Christine kindly accepted to answer a few questions for us and let us know more about the art of afternoon tea and here are the answers to our questions:

1. From where does Afternoon Tea originate?
Anna Stanhope, the seventh Duchess of Bedford and a Lady in Waiting to Queen Victoria is credited with introducing the ritual of afternoon tea in the 1840's. She used to get a little hungry mid-afternoon after the light lunch and before the evening dinner and so asked one of her servants to serve her tea and cakes in her private rooms. She enjoyed this so much and shared the secret with her friends and, thus, the custom spread through high society families and became a popular event whereby ladies visited each other's homes to share afternoon tea together in the Drawing Room.

2. How am I supposed to eat scones?
To eat a scone, break off a piece and spread with clotted cream and then jam (quantities of which should be taken from the communal dish and placed on the side of your tea plate). In Cornwall, the jam is generally placed on the scone before the clotted cream.
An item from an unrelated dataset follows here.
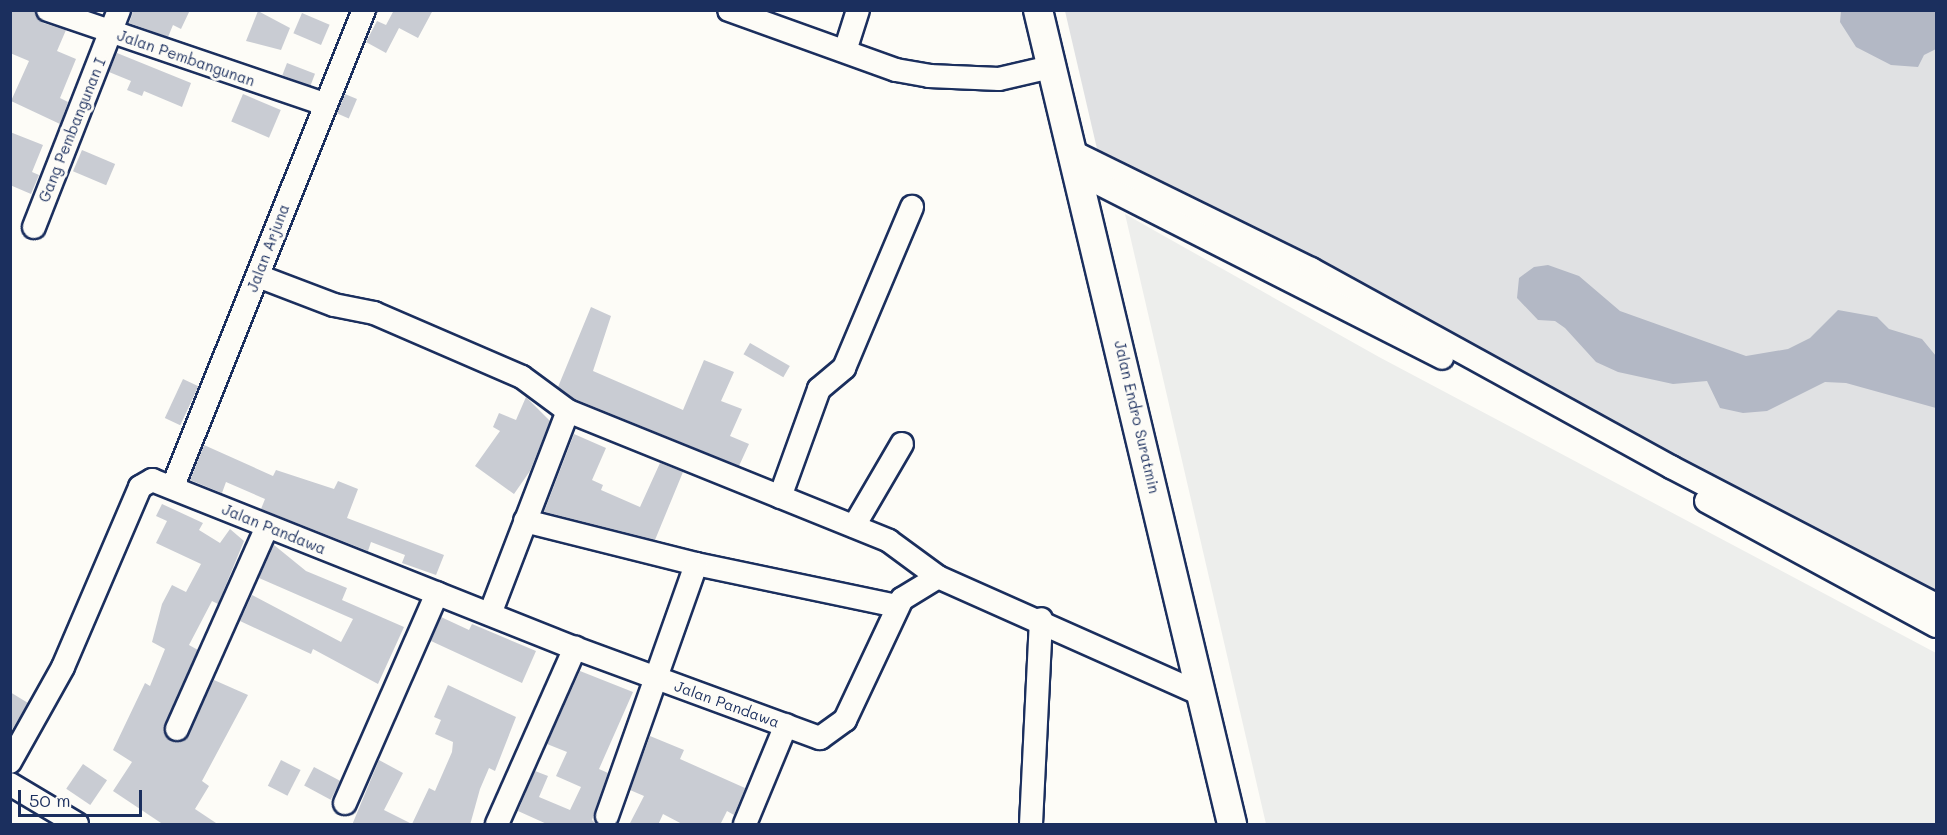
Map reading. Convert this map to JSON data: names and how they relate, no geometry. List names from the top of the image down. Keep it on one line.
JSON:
{"streets":{"main road":["Jalan Endro Suratmin"],"street":["Jalan Pembangunan","Gang Pembangunan I","Jalan Arjuna","Jalan Pandawa"]},"crossings":[["Jalan Pembangunan","Gang Pembangunan I"],["Jalan Pembangunan","Jalan Arjuna"],["Jalan Arjuna","Jalan Pandawa"]],"scale_bar":"50 m"}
3. How am I supposed to drink tea?
Loose leaf tea should traditionally be served and poured into a china tea cup with a saucer. The handle of the cup should be held between the thumb and fingers and the saucer should be lifted to breastbone height when drinking from the cup.

4. Milk then tea or tea then milk?
Historically, tea poured into the cup first indicated that you were of better social standing. Inferior quality china could not withstand high temperatures and would often crack if the hot tea was poured in first. Finer porcelain could withstand higher temperatures so, pouring the tea in first, showed that you possessed finer quality china. Whilst it is still thought 'correct' to continue this order today, as it is easier to add the preferred amount of milk to the tea, there is no longer any stigma to adding the milk to the cup first; in fact, adding the milk first does change the flavour of some teas which some people prefer.
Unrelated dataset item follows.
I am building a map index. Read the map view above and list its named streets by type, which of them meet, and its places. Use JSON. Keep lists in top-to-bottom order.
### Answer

5. What are my duties when hosting Afternoon Tea?
As the hostess, you must ensure that your guests have a constant supply of refreshments - a selection of sandwiches, scones and pastries - which should all be home-made. Just as when hosting a luncheon or dinner, you need to consider who to invite together to make sure that the event is a success.
6. What are the worst etiquette faux-pas a guest can make?
Arriving late, asking for coffee and being generally an ill-mannered guest. If you are not certain what to do, you should follow the lead of your hostess at all times.

7. How should one dress for Afternoon Tea?
It depends how formal the event is and who is attending. Traditionally, Afternoon Tea was an event only enjoyed by ladies who would wear fine dresses and, to this end, women can
still often be seen wearing a pretty dress and gentlemen should wear trousers and a jacket or shirt, dependent upon the formality and location.

8. What is considered suitable Afternoon Tea table talk and how does one put it into practice?

It is easier to list the topics not to be discussed - illness, religion, politics or any other controversial subjects.